# New Sanford Mg 6x12 Surface Grinder- Not As Much Of A Project As I Thought!



## itsme_Bernie (May 7, 2015)

Hey Everybody!

This is my second surface grinder, which I thought would be more of a resto project like the first one (small Sanford SG 4x8 envelope).  

As it turns out, at this point, it doesn't seem to be much of a "project" at all!  I have not completed all testing possible for squareness or worn out ways in all directions, and it has a chuck already mounted with only the numbers stamped on it: "1955".  It has great holding power, in my inexperienced opinion, but doesn't seem great with small magnetic parallels in place, unless I am using them wrong.  

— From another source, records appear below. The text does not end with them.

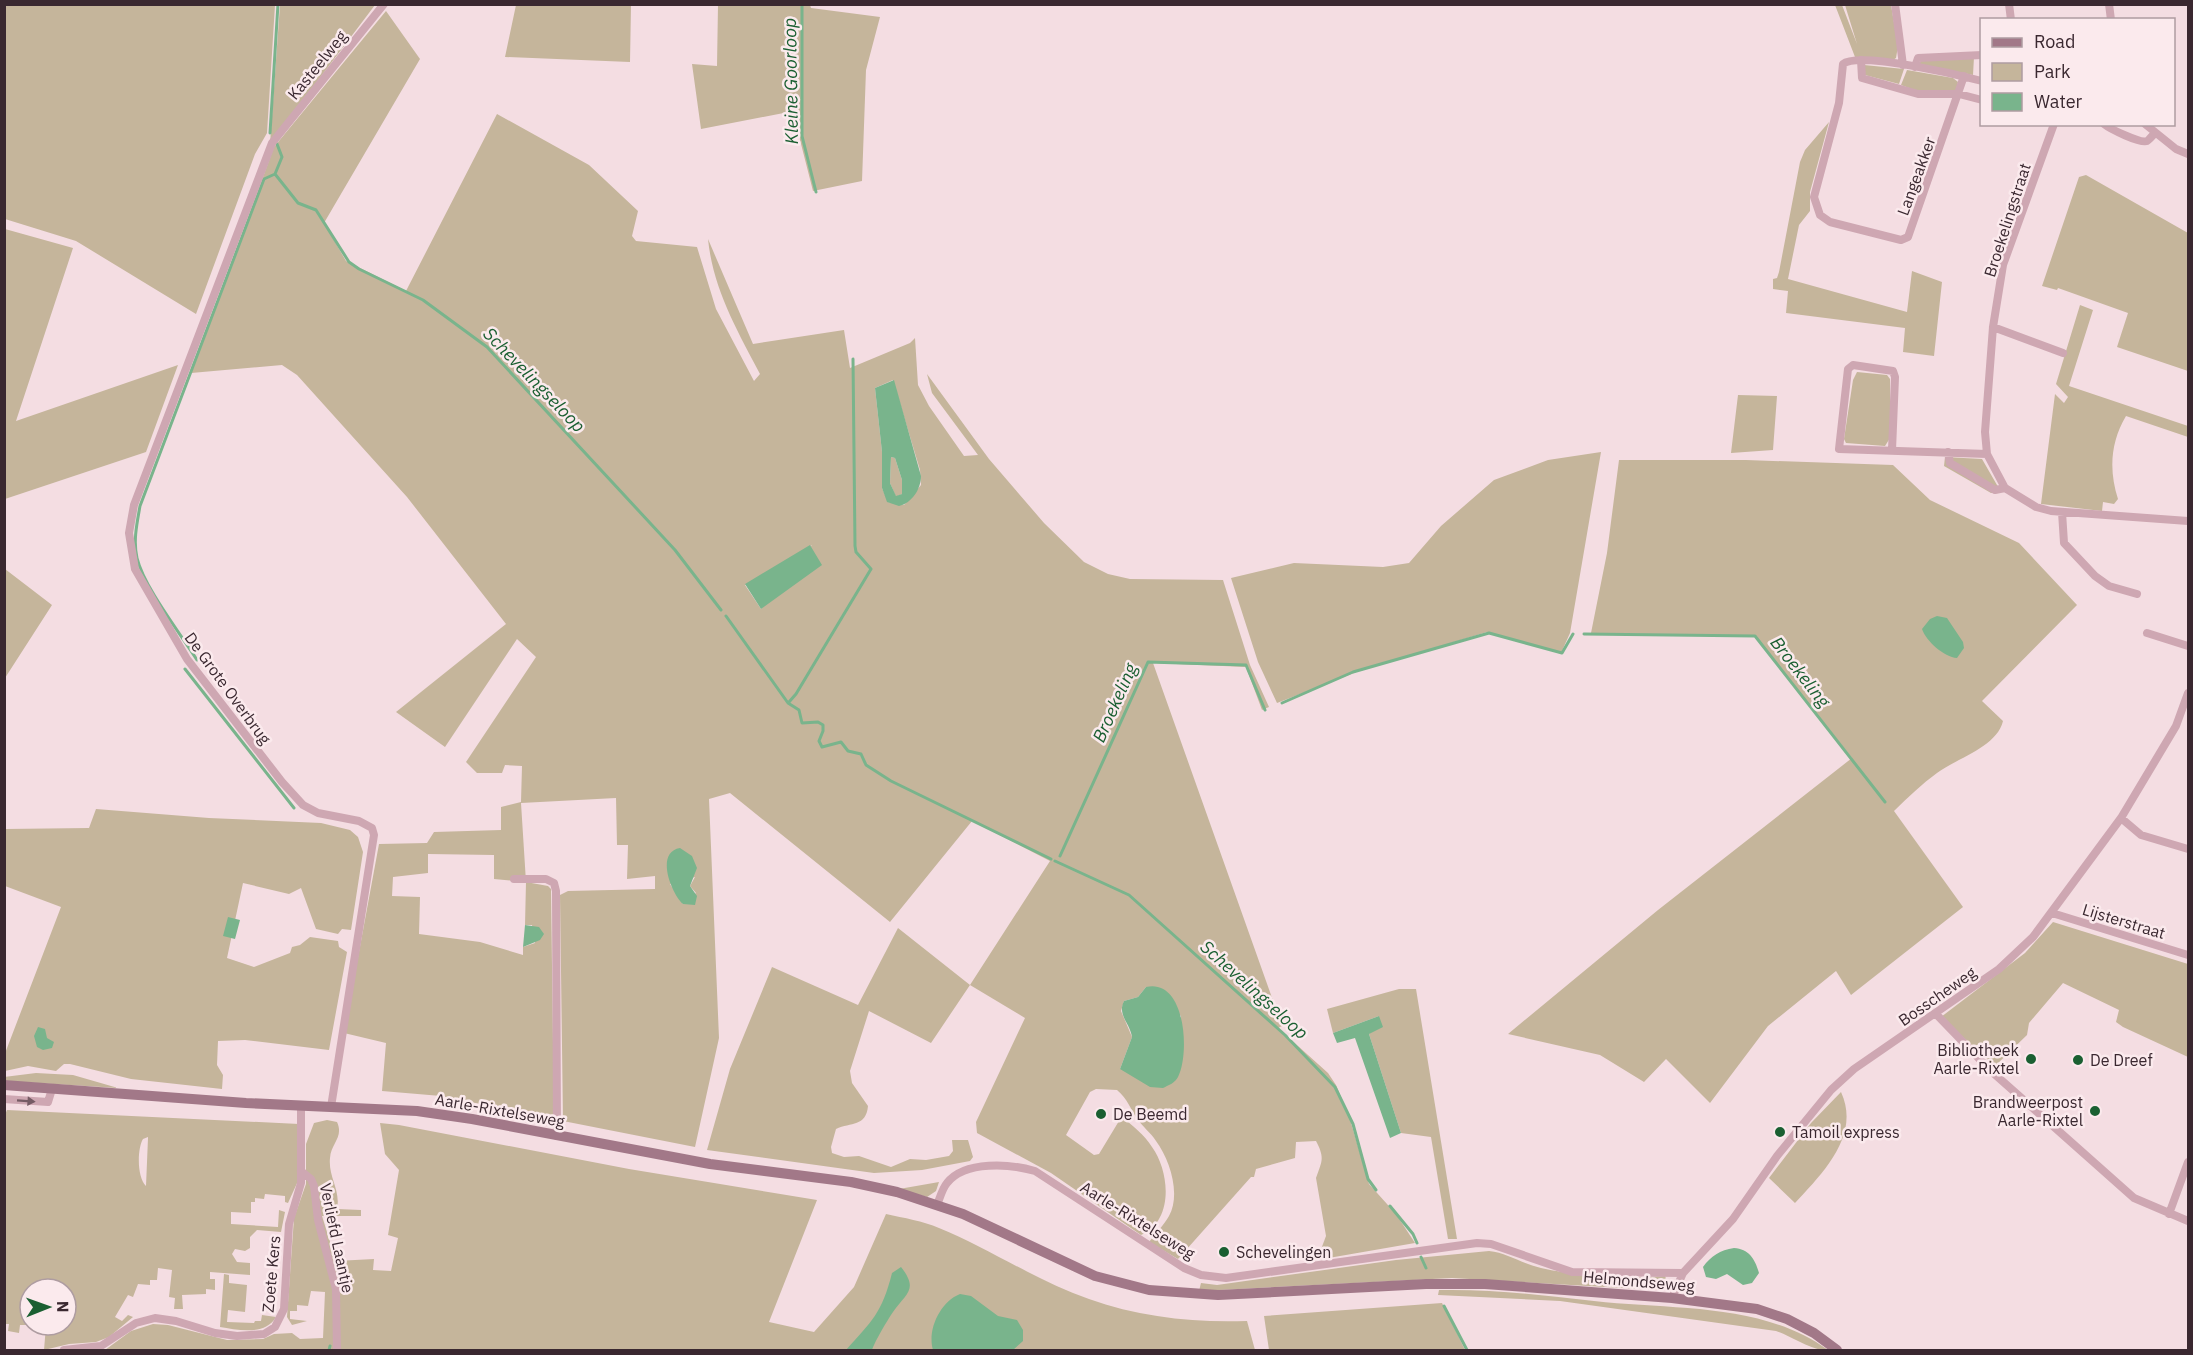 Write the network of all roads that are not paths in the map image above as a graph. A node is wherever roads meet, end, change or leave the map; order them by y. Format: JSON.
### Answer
{"nodes":[{"id":1,"x":384,"y":4,"type":"edge"},
{"id":2,"x":1895,"y":4,"type":"edge"},
{"id":3,"x":1980,"y":55,"type":"edge"},
{"id":4,"x":1860,"y":60,"type":"junction"},
{"id":5,"x":1903,"y":65,"type":"junction"},
{"id":6,"x":1916,"y":67,"type":"junction"},
{"id":7,"x":1964,"y":76,"type":"junction"},
{"id":8,"x":1980,"y":80,"type":"edge"},
{"id":9,"x":1959,"y":94,"type":"junction"},
{"id":10,"x":1980,"y":99,"type":"edge"},
{"id":11,"x":2052,"y":126,"type":"edge"},
{"id":12,"x":2106,"y":126,"type":"edge"},
{"id":13,"x":2147,"y":126,"type":"edge"},
{"id":14,"x":2154,"y":134,"type":"junction"},
{"id":15,"x":272,"y":143,"type":"joint"},
{"id":16,"x":2188,"y":154,"type":"edge"},
{"id":17,"x":1993,"y":327,"type":"junction"},
{"id":18,"x":2063,"y":353,"type":"dead end"},
{"id":19,"x":1892,"y":450,"type":"junction"},
{"id":20,"x":1948,"y":452,"type":"junction"},
{"id":21,"x":1987,"y":454,"type":"junction"},
{"id":22,"x":2005,"y":488,"type":"junction"},
{"id":23,"x":2062,"y":512,"type":"junction"},
{"id":24,"x":2188,"y":521,"type":"edge"},
{"id":25,"x":2137,"y":594,"type":"dead end"},
{"id":26,"x":2147,"y":633,"type":"dead end"},
{"id":27,"x":2188,"y":646,"type":"edge"},
{"id":28,"x":2188,"y":693,"type":"edge"},
{"id":29,"x":2121,"y":818,"type":"junction"},
{"id":30,"x":2188,"y":849,"type":"edge"},
{"id":31,"x":513,"y":879,"type":"dead end"},
{"id":32,"x":2052,"y":913,"type":"junction"},
{"id":33,"x":2188,"y":955,"type":"edge"},
{"id":34,"x":1936,"y":1014,"type":"junction"},
{"id":35,"x":4,"y":1085,"type":"edge"},
{"id":36,"x":52,"y":1089,"type":"junction"},
{"id":37,"x":4,"y":1099,"type":"edge"},
{"id":38,"x":301,"y":1107,"type":"junction"},
{"id":39,"x":330,"y":1107,"type":"junction"},
{"id":40,"x":557,"y":1136,"type":"junction"},
{"id":41,"x":2188,"y":1162,"type":"edge"},
{"id":42,"x":301,"y":1171,"type":"junction"},
{"id":43,"x":937,"y":1205,"type":"junction"},
{"id":44,"x":2169,"y":1214,"type":"junction"},
{"id":45,"x":2188,"y":1221,"type":"edge"},
{"id":46,"x":1418,"y":1250,"type":"joint"},
{"id":47,"x":1683,"y":1273,"type":"junction"},
{"id":48,"x":1426,"y":1284,"type":"joint"},
{"id":49,"x":1672,"y":1298,"type":"junction"},
{"id":50,"x":64,"y":1350,"type":"edge"},
{"id":51,"x":336,"y":1350,"type":"edge"},
{"id":52,"x":1837,"y":1350,"type":"edge"}],
"edges":[{"from":1,"to":15,"type":"street","name":"Kasteelweg"},
{"from":2,"to":5,"type":"street"},
{"from":3,"to":6,"type":"street"},
{"from":4,"to":5,"type":"street"},
{"from":4,"to":9,"type":"street"},
{"from":4,"to":9,"type":"street","name":"Langeakker"},
{"from":5,"to":6,"type":"street"},
{"from":6,"to":7,"type":"street"},
{"from":7,"to":8,"type":"street"},
{"from":7,"to":9,"type":"street","name":"Langeakker"},
{"from":9,"to":10,"type":"street"},
{"from":11,"to":17,"type":"street","name":"Broekelingstraat"},
{"from":12,"to":14,"type":"street"},
{"from":13,"to":14,"type":"street"},
{"from":14,"to":16,"type":"street"},
{"from":15,"to":39,"type":"street","name":"De Grote Overbrug"},
{"from":17,"to":18,"type":"street"},
{"from":17,"to":21,"type":"street","name":"Broekelingstraat"},
{"from":19,"to":19,"type":"street"},
{"from":19,"to":20,"type":"street"},
{"from":20,"to":21,"type":"street"},
{"from":20,"to":22,"type":"street"},
{"from":21,"to":22,"type":"street","name":"Broekelingstraat"},
{"from":22,"to":23,"type":"street"},
{"from":23,"to":24,"type":"street"},
{"from":23,"to":25,"type":"street"},
{"from":26,"to":27,"type":"street"},
{"from":28,"to":29,"type":"street","name":"Bosscheweg"},
{"from":29,"to":30,"type":"street"},
{"from":29,"to":32,"type":"street","name":"Bosscheweg"},
{"from":31,"to":40,"type":"street"},
{"from":32,"to":33,"type":"street","name":"Lijsterstraat"},
{"from":32,"to":34,"type":"street","name":"Bosscheweg"},
{"from":34,"to":44,"type":"street"},
{"from":34,"to":47,"type":"street","name":"Bosscheweg"},
{"from":35,"to":36,"type":"street","name":"Aarle-Rixtelseweg"},
{"from":37,"to":36,"type":"street","one_way":true},
{"from":36,"to":38,"type":"street","name":"Aarle-Rixtelseweg"},
{"from":38,"to":39,"type":"street","name":"Aarle-Rixtelseweg"},
{"from":38,"to":42,"type":"street","name":"Zoete Kers"},
{"from":39,"to":40,"type":"street","name":"Aarle-Rixtelseweg"},
{"from":40,"to":43,"type":"street","name":"Aarle-Rixtelseweg"},
{"from":41,"to":44,"type":"street"},
{"from":42,"to":50,"type":"street","name":"Zoete Kers"},
{"from":42,"to":51,"type":"street","name":"Verliefd Laantje"},
{"from":43,"to":46,"type":"street","name":"Aarle-Rixtelseweg"},
{"from":43,"to":48,"type":"street","name":"Aarle-Rixtelseweg"},
{"from":44,"to":45,"type":"street"},
{"from":46,"to":47,"type":"street","name":"Helmondseweg"},
{"from":47,"to":49,"type":"street","name":"Bosscheweg"},
{"from":48,"to":49,"type":"street","name":"Helmondseweg"},
{"from":49,"to":52,"type":"street","name":"Helmondseweg"}]} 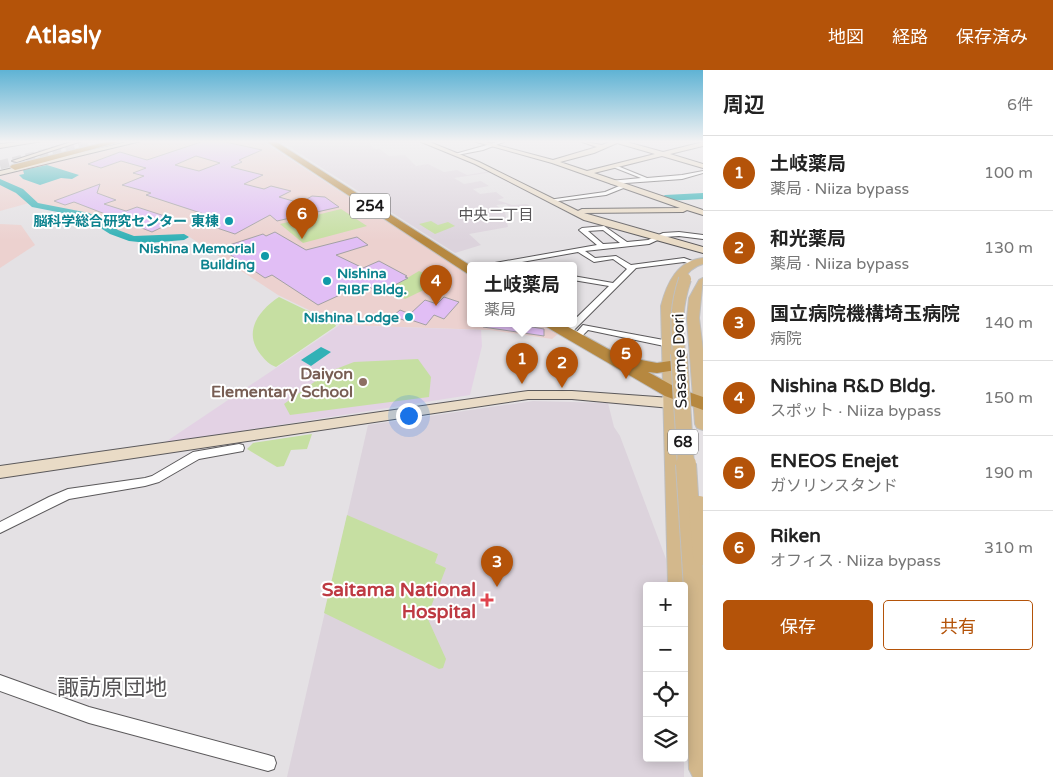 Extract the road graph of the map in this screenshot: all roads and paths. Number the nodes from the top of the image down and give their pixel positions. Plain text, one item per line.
1 (321, 174) edge
2 (326, 174) edge
3 (498, 174) edge
4 (590, 174) edge
5 (634, 174) edge
6 (695, 174) edge
7 (646, 179) junction
8 (612, 182) junction
9 (624, 186) junction
10 (551, 200) junction
11 (572, 210) junction
12 (700, 212) edge
13 (659, 237) junction
14 (703, 237) edge
15 (625, 243) junction
16 (602, 246) junction
17 (579, 250) junction
18 (512, 262) edge
19 (467, 264) edge
20 (631, 268) junction
21 (698, 268) edge
22 (467, 269) edge
23 (577, 279) edge
24 (613, 285) junction
25 (577, 322) edge
26 (557, 327) edge
27 (571, 328) edge
28 (669, 344) junction
29 (700, 357) edge
30 (636, 364) junction
31 (670, 366) junction
32 (688, 397) edge
33 (703, 424) edge
34 (673, 425) junction
35 (703, 431) edge
36 (239, 448) dead end
37 (0, 472) edge
38 (0, 528) edge
39 (703, 555) edge
40 (679, 582) edge
41 (688, 672) edge
42 (0, 684) edge
43 (268, 763) dead end
44 (703, 764) edge
45 (703, 769) edge

1 - 22 highway, 254
2 - 19 highway, 254
3 - 10 street
4 - 8 street
5 - 7 street
6 - 7 street
7 - 8 street
8 - 9 street
9 - 10 street
9 - 12 street
10 - 11 street
11 - 12 street
11 - 13 street
13 - 14 street
13 - 15 street
13 - 21 street
15 - 16 street
15 - 16 street
16 - 17 street
17 - 18 street
17 - 20 street
20 - 21 street
20 - 24 street
21 - 28 main road
21 - 29 main road
21 - 39 main road, Sasame Dori / 68, bridge
21 - 44 main road, Sasame Dori / 68, bridge
23 - 24 street
24 - 25 street
26 - 32 highway
27 - 28 street
27 - 30 highway
28 - 31 main road
29 - 32 main road
30 - 31 highway
30 - 32 highway
31 - 32 main road
32 - 33 main road
32 - 34 main road
32 - 37 street
34 - 35 main road
34 - 40 main road
36 - 38 street
41 - 44 main road
42 - 43 street
44 - 45 main road, Sasame Dori / 68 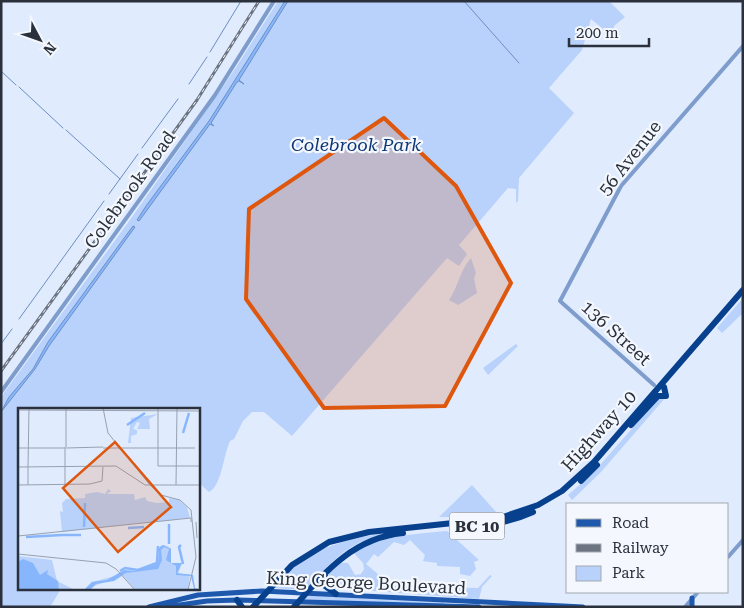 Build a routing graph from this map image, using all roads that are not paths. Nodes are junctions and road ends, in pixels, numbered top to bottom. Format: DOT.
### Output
graph roads {
  1 [pos="274,1"];
  2 [pos="743,46"];
  3 [pos="743,290"];
  4 [pos="743,296"];
  5 [pos="560,301"];
  6 [pos="654,389"];
  7 [pos="1,392"];
  8 [pos="743,540"];
  9 [pos="729,556"];
  10 [pos="327,570"];
  11 [pos="267,591"];
  12 [pos="307,592"];
  13 [pos="697,593"];
  14 [pos="336,594"];
  15 [pos="692,598"];
  16 [pos="237,600"];
  17 [pos="259,600"];
  18 [pos="296,604"];
  19 [pos="149,607"];
  20 [pos="166,607"];
  21 [pos="242,607"];
  22 [pos="253,607"];
  23 [pos="479,607"];
  24 [pos="583,607"];
  25 [pos="685,607"];
  26 [pos="692,607"];
  1 -- 7 [label="street, Colebrook Road"];
  2 -- 5 [label="street, 56 Avenue"];
  3 -- 6 [label="highway, Highway 10 / BC 10"];
  4 -- 10 [label="highway, Highway 10 / BC 10"];
  5 -- 6 [label="street, 136 Street"];
  6 -- 11 [label="highway, Highway 10 / BC 10"];
  8 -- 9 [label="street"];
  10 -- 12 [label="highway, Highway 10 / BC 10"];
  10 -- 14 [label="highway"];
  11 -- 12 [label="main road, King George Boulevard"];
  11 -- 17 [label="highway, Highway 10 / BC 10"];
  11 -- 19 [label="main road, King George Boulevard"];
  12 -- 14 [label="main road, King George Boulevard"];
  12 -- 18 [label="highway, Highway 10 / BC 10"];
  13 -- 15 [label="street"];
  14 -- 24 [label="main road, King George Boulevard"];
  15 -- 25 [label="street"];
  15 -- 26 [label="main road"];
  16 -- 17 [label="main road, King George Boulevard"];
  16 -- 20 [label="main road, King George Boulevard"];
  16 -- 21 [label="highway"];
  17 -- 18 [label="main road, King George Boulevard"];
  17 -- 22 [label="highway, Highway 10 / BC 10"];
  18 -- 23 [label="main road, King George Boulevard"];
}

 My initial tests of grinding nice hard steel 7 inches long, 1/2 inch wide, turned out holding ONE single 10,000th over that whole span!!  It is +1 around dead middle of the run!   This is with no coolant, and my little experience!
The spindle has been nice and "tight" and smooth from minute one, but I was still very conservative about confirming proper amount of lube in there and turning by hand and pulsing for a day or two before running full speed.  

I purchased it from the same really wonderful guy I purchased my SB 10L two years ago (http://www.hobby-machinist.com/threads/my-dream-machine-coming-true.15278/)
Like the other machines I purchased from him, they were apparently purchased very selectively, and stored in a dry, climate controlled basement/garage for all these years.

It was originally from Picatinny Arsenal here in NJ as per the photos below.  It is slightly dirty in a way that it appears that they must have kept it quite clean in the first place at the arsenal?  My knowledge of most shops like this make me doubt, but even the ways and motor look like they were barely ever dirty!











I am still VERY green to surface grinding, but reading loads of threads, reading books, watching videos by many people including Shadon HKW, Don Bailey, and many others.  If you watch these to learn, make sure you read comments, as many experienced pros continue the conversation and you learn piles more.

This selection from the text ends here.